WHAT THE TASK REQUIRES:
Among the entries below, count the lines containing the string "Afrasiyab". Only the count is needed.

(Data excerpts)
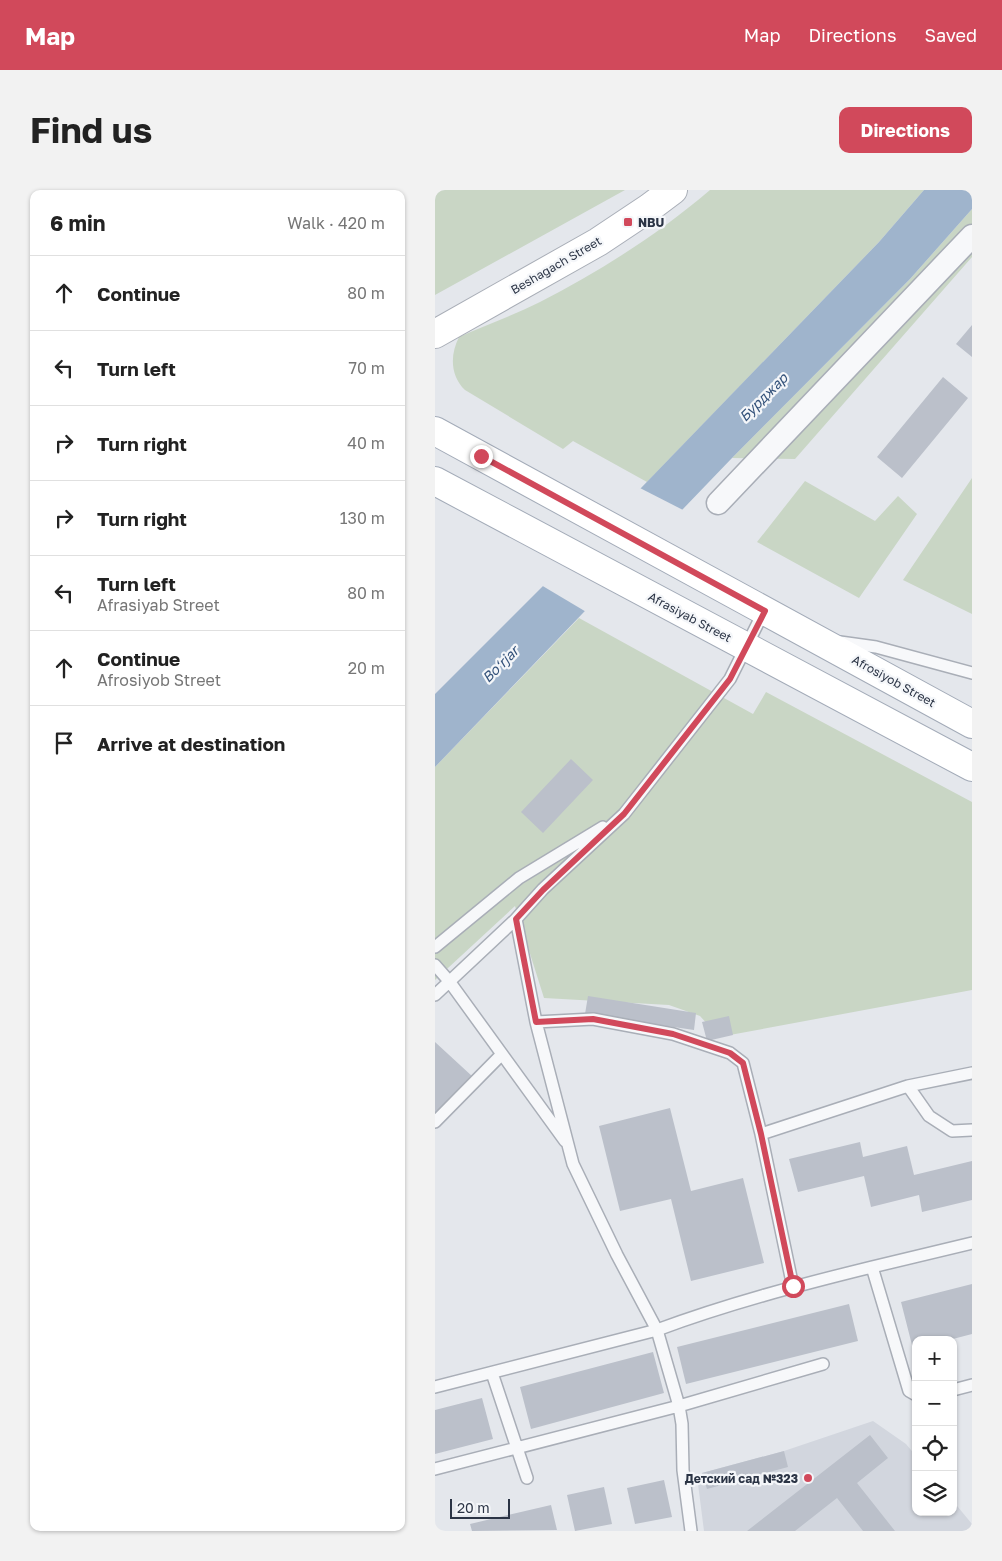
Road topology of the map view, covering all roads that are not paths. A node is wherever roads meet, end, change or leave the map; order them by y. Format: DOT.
graph roads {
  1 [pos="651,190"];
  2 [pos="673,190"];
  3 [pos="972,236"];
  4 [pos="435,313"];
  5 [pos="435,334"];
  6 [pos="435,431"];
  7 [pos="435,481"];
  8 [pos="718,502"];
  9 [pos="765,611"];
  10 [pos="816,639"];
  11 [pos="745,646"];
  12 [pos="972,673"];
  13 [pos="972,724"];
  14 [pos="972,767"];
  15 [pos="624,814"];
  16 [pos="516,919"];
  17 [pos="435,947"];
  18 [pos="435,965"];
  19 [pos="449,981"];
  20 [pos="435,995"];
  21 [pos="536,1022"];
  22 [pos="502,1054"];
  23 [pos="972,1074"];
  24 [pos="908,1086"];
  25 [pos="435,1122"];
  26 [pos="972,1130"];
  27 [pos="761,1134"];
  28 [pos="569,1146"];
  29 [pos="972,1244"];
  30 [pos="872,1267"];
  31 [pos="793,1286"];
  32 [pos="657,1330"];
  33 [pos="823,1364"];
  34 [pos="492,1373"];
  35 [pos="972,1385"];
  36 [pos="435,1387"];
  37 [pos="957,1389"];
  38 [pos="912,1393"];
  39 [pos="679,1406"];
  40 [pos="517,1448"];
  41 [pos="435,1469"];
  42 [pos="527,1478"];
  43 [pos="691,1531"];
  1 -- 4 [label="main road, Beshagach Street"];
  2 -- 5 [label="main road, Beshagach Street"];
  3 -- 8 [label="street"];
  6 -- 9 [label="main road"];
  7 -- 11 [label="main road, Afrasiyab Street"];
  9 -- 10 [label="main road"];
  9 -- 11 [label="lane"];
  10 -- 12 [label="lane"];
  10 -- 13 [label="main road, Afrosiyob Street"];
  11 -- 14 [label="main road, Afrasiyab Street"];
  11 -- 15 [label="lane"];
  15 -- 16 [label="lane"];
  15 -- 17 [label="lane"];
  16 -- 19 [label="lane"];
  16 -- 21 [label="lane"];
  18 -- 19 [label="lane"];
  19 -- 20 [label="lane"];
  19 -- 22 [label="lane"];
  21 -- 27 [label="lane"];
  21 -- 28 [label="lane"];
  22 -- 25 [label="lane"];
  22 -- 28 [label="lane"];
  23 -- 24 [label="lane"];
  24 -- 26 [label="lane"];
  24 -- 27 [label="lane"];
  27 -- 31 [label="lane"];
  28 -- 32 [label="lane"];
  29 -- 30 [label="lane"];
  30 -- 31 [label="lane"];
  30 -- 38 [label="lane"];
  31 -- 32 [label="lane"];
  32 -- 34 [label="lane"];
  32 -- 39 [label="lane"];
  33 -- 39 [label="lane"];
  34 -- 36 [label="lane"];
  34 -- 40 [label="lane"];
  35 -- 37 [label="lane"];
  39 -- 40 [label="lane"];
  39 -- 43 [label="lane"];
  40 -- 41 [label="lane"];
  40 -- 42 [label="lane"];
}
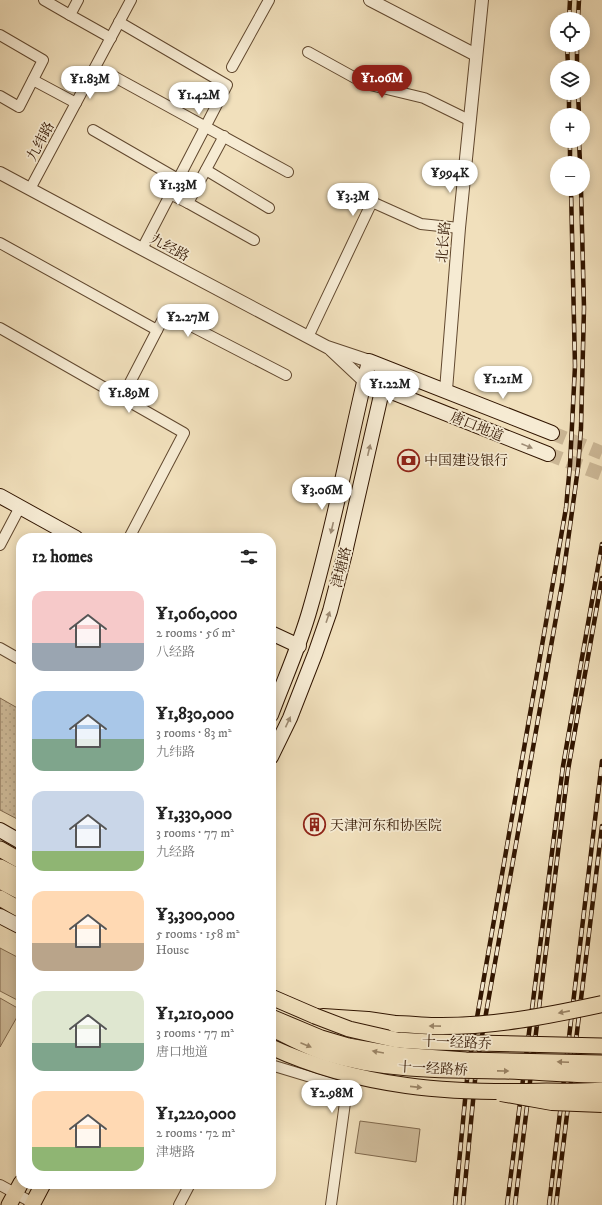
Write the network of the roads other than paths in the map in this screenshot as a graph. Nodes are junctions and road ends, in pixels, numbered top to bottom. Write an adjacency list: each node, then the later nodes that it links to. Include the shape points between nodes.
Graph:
1 (44, 0): 7 (street)
2 (78, 0): 7 (street)
3 (131, 0): 8 (street, 九纬路)
4 (269, 0): 13 (street)
5 (370, 0): 12 (street)
6 (482, 0): 12 (street, 北长路)
7 (70, 15): 10 (street)
8 (119, 22): 10 (street, 九纬路); 19 (street, via 228,85)
9 (0, 35): 15 (street, via 43,60)
10 (111, 38): 17 (street, 九纬路)
11 (308, 52): 18 (street, via 366,84 424,98)
12 (476, 55): 18 (street, 北长路)
13 (232, 67)
14 (113, 76): 19 (street)
15 (33, 80): 16 (street, via 19,107); 17 (street)
16 (0, 96)
17 (76, 104): 26 (street, 九纬路)
18 (469, 120): 30 (street, 北长路)
19 (206, 126): 21 (street); 25 (street)
20 (93, 130): 25 (street)
21 (224, 136): 22 (street); 23 (street)
22 (206, 170): 28 (street); 29 (street)
23 (288, 172)
24 (0, 173): 26 (street, 九经路)
25 (178, 179): 27 (street)
26 (30, 189): 33 (street, 九经路)
27 (170, 194): 28 (street); 33 (street)
28 (188, 204): 31 (street)
29 (269, 208)
30 (459, 228): 36 (street, via 421,224 372,202); 43 (street, 北长路)
31 (254, 240)
32 (0, 243): 35 (street)
33 (142, 249): 36 (street, 九经路)
34 (0, 328): 44 (street)
35 (157, 330): 40 (street, via 166,314); 44 (street)
36 (308, 337): 37 (street, 九经路)
37 (327, 347): 38 (street, 唐口地道); 41 (street, 唐口地道)
38 (369, 361): 39 (main road, 唐口地道); 41 (main road, 津塘路)
39 (387, 369): 42 (main road, 津塘路); 43 (main road, 唐口地道)
40 (286, 375)
41 (364, 381): 42 (main road, 唐口地道); 53 (main road, 津塘路, one-way to 53, via 326,551)
42 (383, 388): 46 (main road, 唐口地道, one-way to 46); 55 (main road, 津塘路, one-way to 42, via 330,611 344,557)
43 (446, 390): 45 (main road, 唐口地道)
44 (122, 398): 50 (street, via 184,433)
45 (552, 433)
46 (548, 454)
47 (0, 496): 48 (main road)
48 (20, 507): 49 (main road); 51 (street)
49 (67, 533)
50 (132, 533)
51 (0, 545)
52 (276, 635): 53 (main road)
53 (298, 646): 55 (street); 57 (main road, 津塘路)
54 (0, 648): 56 (street)
55 (315, 654): 58 (main road, 津塘路, one-way to 55)
56 (16, 657)
57 (276, 702)
58 (276, 747)
59 (0, 830): 60 (main road)
60 (16, 839)
61 (0, 849): 62 (main road)
62 (16, 858)
63 (0, 867): 64 (main road)
64 (16, 875)
65 (0, 881): 66 (main road)
66 (16, 889)
67 (0, 898): 68 (main road)
68 (16, 907)
69 (0, 916): 70 (main road)
70 (16, 924)
71 (276, 999): 73 (main road, 十一经路乔)
72 (602, 1004): 73 (highway, one-way to 73, bridge, via 522,1019 436,1026)
73 (315, 1016): 76 (main road, 十一经路乔, bridge, via 349,1029 398,1040)
74 (276, 1019): 78 (main road, 十一经路桥, one-way to 74, bridge, via 466,1060 398,1055 321,1038)
75 (276, 1030): 80 (main road, 十一经路桥, one-way to 80, bridge, via 327,1053 394,1066)
76 (602, 1046)
77 (276, 1049): 82 (main road, 十一经路桥, one-way to 82, bridge, via 363,1079 400,1086)
78 (602, 1063)
79 (276, 1067): 90 (street, via 347,1088)
80 (602, 1075)
81 (602, 1090): 82 (main road, 十一经路桥, bridge)
82 (501, 1093): 83 (highway, bridge, via 552,1102)
83 (602, 1104)
84 (0, 1186): 87 (street)
85 (40, 1189): 88 (main road)
86 (187, 1189): 89 (street)
87 (15, 1194): 88 (street)
88 (32, 1204)
89 (179, 1205)
90 (331, 1205)

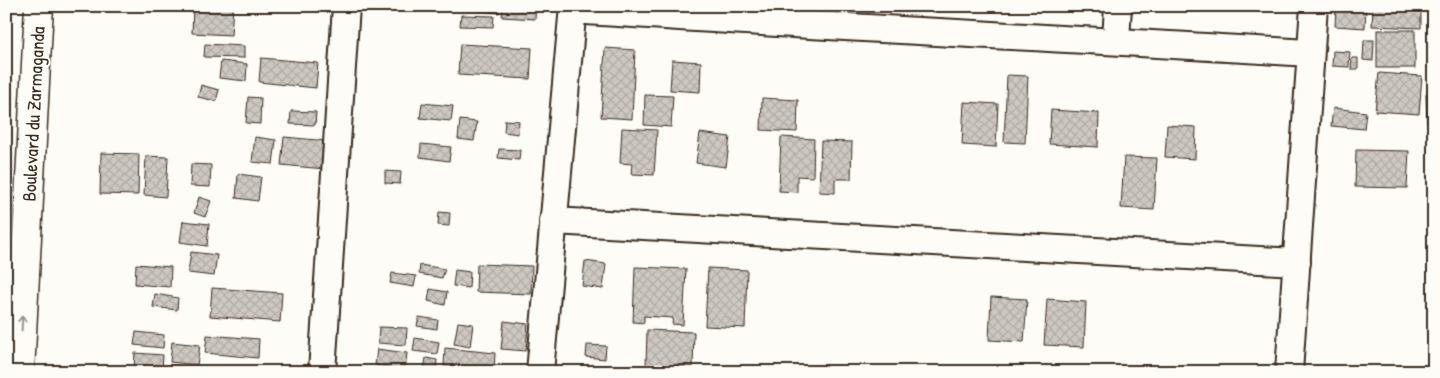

EXPECTED ANSWER:
2